Capolavoro politico di Renzi? Ma quando mai, lui farebbe fallire pure i funerali
Un capolavoro. Lezione di politica. Chapeau. Così descrive qualcuno la spregiudicata operazione di Matteo Renzi, l’emissario del Caos, colui che in mancanza di voti si accontenta dei veti, in mancanza di consensi si accontenta di compensi (possibilmente da riscuotere in Paesi che si affaccino sul Golfo Persico), in mancanza di ruolo si accontenta del dolo, dell’inganno con cui nasconde le sue intenzioni per poi rivelarle quando è il momento di “uccidere” il rivale.
Non lo sopportava Giuseppe Conte, Matteo Renzi. Non sopportava l’ombra a cui lo aveva costretto la pandemia. Quella posizione defilata, quel posto in ultima fila mentre il Paese e il suo governo affrontavano uno dei più grandi eventi della storia lo stavano logorando. Lui, costretto dai Dpcm di Conte a fare jogging sul tapis roulant come tutti noi, aveva resistito in silenzio fino agli ultimi giorni di aprile. Poi, appena il bollettino dei morti diventava più rassicurante, si riprendeva già la scena. “Riapriamo, noi abbiamo avuto il lockdown più duro di tutti! Mandiamo i ragazzi a scuola, facciamo uscire di casa gli anziani dopo i giovani!” e così via, una frase ad effetto dopo l’altra, entrando in competizione col Coronavirus per chi dei due si guadagnasse più titoli sui giornali, trovando di nuovo il suo palcoscenico.
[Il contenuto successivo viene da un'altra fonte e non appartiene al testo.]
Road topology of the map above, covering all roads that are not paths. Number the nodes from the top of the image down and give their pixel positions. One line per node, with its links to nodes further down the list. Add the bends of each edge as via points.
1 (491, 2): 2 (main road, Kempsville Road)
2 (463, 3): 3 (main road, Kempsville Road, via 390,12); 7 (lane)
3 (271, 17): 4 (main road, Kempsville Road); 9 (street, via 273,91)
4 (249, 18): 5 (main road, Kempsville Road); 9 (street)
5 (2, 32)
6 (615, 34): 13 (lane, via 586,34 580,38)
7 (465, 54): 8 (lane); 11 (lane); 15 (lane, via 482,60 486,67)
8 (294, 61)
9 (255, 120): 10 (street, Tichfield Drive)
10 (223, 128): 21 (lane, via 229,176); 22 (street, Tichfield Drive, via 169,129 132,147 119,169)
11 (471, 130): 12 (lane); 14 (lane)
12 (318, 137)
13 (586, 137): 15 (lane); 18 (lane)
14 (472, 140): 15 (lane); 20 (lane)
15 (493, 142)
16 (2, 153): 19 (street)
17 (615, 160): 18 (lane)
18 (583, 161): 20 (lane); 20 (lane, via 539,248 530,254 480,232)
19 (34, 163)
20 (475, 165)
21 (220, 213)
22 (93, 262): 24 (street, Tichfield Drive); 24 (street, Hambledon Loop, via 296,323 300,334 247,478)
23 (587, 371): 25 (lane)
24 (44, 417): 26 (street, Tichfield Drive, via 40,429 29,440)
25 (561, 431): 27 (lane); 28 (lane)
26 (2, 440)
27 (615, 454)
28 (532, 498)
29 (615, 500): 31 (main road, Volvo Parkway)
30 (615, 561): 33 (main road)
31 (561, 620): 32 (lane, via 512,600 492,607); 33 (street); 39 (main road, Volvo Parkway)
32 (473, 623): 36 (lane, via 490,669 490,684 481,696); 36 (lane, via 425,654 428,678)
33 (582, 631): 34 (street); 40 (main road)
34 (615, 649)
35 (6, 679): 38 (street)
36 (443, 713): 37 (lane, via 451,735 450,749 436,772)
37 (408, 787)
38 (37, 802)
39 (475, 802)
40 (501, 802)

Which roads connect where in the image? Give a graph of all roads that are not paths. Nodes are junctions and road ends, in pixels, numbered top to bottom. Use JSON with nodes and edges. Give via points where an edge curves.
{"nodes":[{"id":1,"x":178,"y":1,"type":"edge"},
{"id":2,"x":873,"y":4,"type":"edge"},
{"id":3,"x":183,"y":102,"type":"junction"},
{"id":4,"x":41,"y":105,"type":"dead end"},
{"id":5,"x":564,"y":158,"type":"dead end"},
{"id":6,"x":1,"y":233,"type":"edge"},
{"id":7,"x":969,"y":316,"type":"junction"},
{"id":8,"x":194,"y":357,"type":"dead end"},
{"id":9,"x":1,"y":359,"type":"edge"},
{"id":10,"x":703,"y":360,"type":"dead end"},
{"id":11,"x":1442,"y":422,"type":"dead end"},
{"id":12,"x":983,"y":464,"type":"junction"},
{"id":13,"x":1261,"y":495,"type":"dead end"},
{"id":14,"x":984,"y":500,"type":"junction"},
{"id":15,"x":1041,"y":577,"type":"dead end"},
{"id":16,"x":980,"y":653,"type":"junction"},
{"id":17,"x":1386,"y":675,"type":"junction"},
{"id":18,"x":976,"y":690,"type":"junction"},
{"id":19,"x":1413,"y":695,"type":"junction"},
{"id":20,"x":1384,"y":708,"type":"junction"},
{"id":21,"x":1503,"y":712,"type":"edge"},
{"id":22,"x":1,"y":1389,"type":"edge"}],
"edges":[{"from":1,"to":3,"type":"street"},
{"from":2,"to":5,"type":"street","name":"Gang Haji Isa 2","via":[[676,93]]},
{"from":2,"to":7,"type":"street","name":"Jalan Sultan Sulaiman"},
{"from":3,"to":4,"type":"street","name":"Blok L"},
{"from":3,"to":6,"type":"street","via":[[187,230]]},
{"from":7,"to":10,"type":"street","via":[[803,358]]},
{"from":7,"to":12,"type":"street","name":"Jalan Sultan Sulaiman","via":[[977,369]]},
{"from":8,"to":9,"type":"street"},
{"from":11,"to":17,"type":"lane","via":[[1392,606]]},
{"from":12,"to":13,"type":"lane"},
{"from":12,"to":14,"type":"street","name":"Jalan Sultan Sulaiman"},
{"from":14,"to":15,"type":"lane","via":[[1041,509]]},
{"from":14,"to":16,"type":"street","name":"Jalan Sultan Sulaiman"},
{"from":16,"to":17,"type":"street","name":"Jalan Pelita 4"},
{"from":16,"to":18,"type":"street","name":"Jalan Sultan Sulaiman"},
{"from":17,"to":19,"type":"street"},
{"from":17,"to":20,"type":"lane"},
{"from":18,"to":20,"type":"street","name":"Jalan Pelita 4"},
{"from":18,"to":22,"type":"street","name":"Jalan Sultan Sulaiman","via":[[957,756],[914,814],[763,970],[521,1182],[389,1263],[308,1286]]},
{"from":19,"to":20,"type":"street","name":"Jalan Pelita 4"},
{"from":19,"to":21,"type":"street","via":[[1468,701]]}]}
Interviste, tv, giornali, il ruolo del cinico che vuole riaprire tutto già ad aprile e un dissenso quasi unanime che nella sua testa di narcisista irrecuperabile, l’ha illuminato definitivamente: se non posso uccidere Conte e rimanere illeso, sarà omicidio- suicidio. E così ha proseguito con il suo piano limpido, feroce e grandioso, quello dei grandi vanagloriosi, che non accettano la loro fine se non contempla anche quella di chi odiano. Ha mosso bene gli scacchi, certo. Ha mangiato le “sue” ministre e iniziato una guerra di nervi che avrebbe infiacchito qualunque avversario, ha proposto la patta fingendo che convenisse a tutti, ha atteso le mosse dell’avversario avendo già uno schema preciso in testa. Sapeva che Conte avrebbe accettato qualche compromesso, che sarebbe passato sopra qualche moto d’arroganza, ma non sotto le forche caudine.
Ha alzato l’asticella delle pretese come i grandi artisti quando non vogliono chiudere un concerto e allora chiedono cachet milionari e camerini col wc in oro zecchino finché non gli dicono “no”, ha chiesto tutto, dal Mes alla Meb a cui affibbiare un ministero, ha preteso la testa di Bonafede su un vassoio come una Salomè un po’ meno sensuale, ha mostrato i denti appuntiti in Senato e la lingua felpata in Arabia, ha costretto Zingaretti a fingersi vivo, ha infine disarcionato Conte, lasciandosi travolgere dal suo cavallo scosso. Che si è poi tramutato nella figura epica del Drago. Una fine mitologica, a raccontarla così, che invece non ha nulla di epico.
Nessun capolavoro, nessun genio, nessun favore al paese. Solo un tatticismo arido e brutale, da cui tutti escono sconfitti, Renzi compreso. Renzi che ormai avrà per sempre la gita in Arabia e un governo fatto cadere in pandemia appiccicati addosso, Renzi che “Conte ha giocato male, non è un politico e si vede”, lo stesso Renzi che disse “Letta è un incapace” e che si ritiene sempre il migliore, nonostante quel 40 per cento trasformato in 2 per cento in sei anni. Roba che non hanno vita così breve neppure le api operaie.
Renzi che poteva contare sulla memoria corta del paese, che poteva forse ricostruire, negli anni, quello che aveva distrutto e che invece ha urgenza di esistere, di vincere le battaglie sapendo che la guerra- col suo ego impellente- non può più vincerla, che non si accontenta di neppure di far fallire le feste – come qualcuno ha detto citando Jep Gambardella – ma è ormai oltre: fa fallire i funerali. Perché è lì, che è ancora, il Paese. Con troppi morti ancora da seppellire, un crisi economica e politica da non dormire la notte e un ego che non trova pace, se non nella guerra.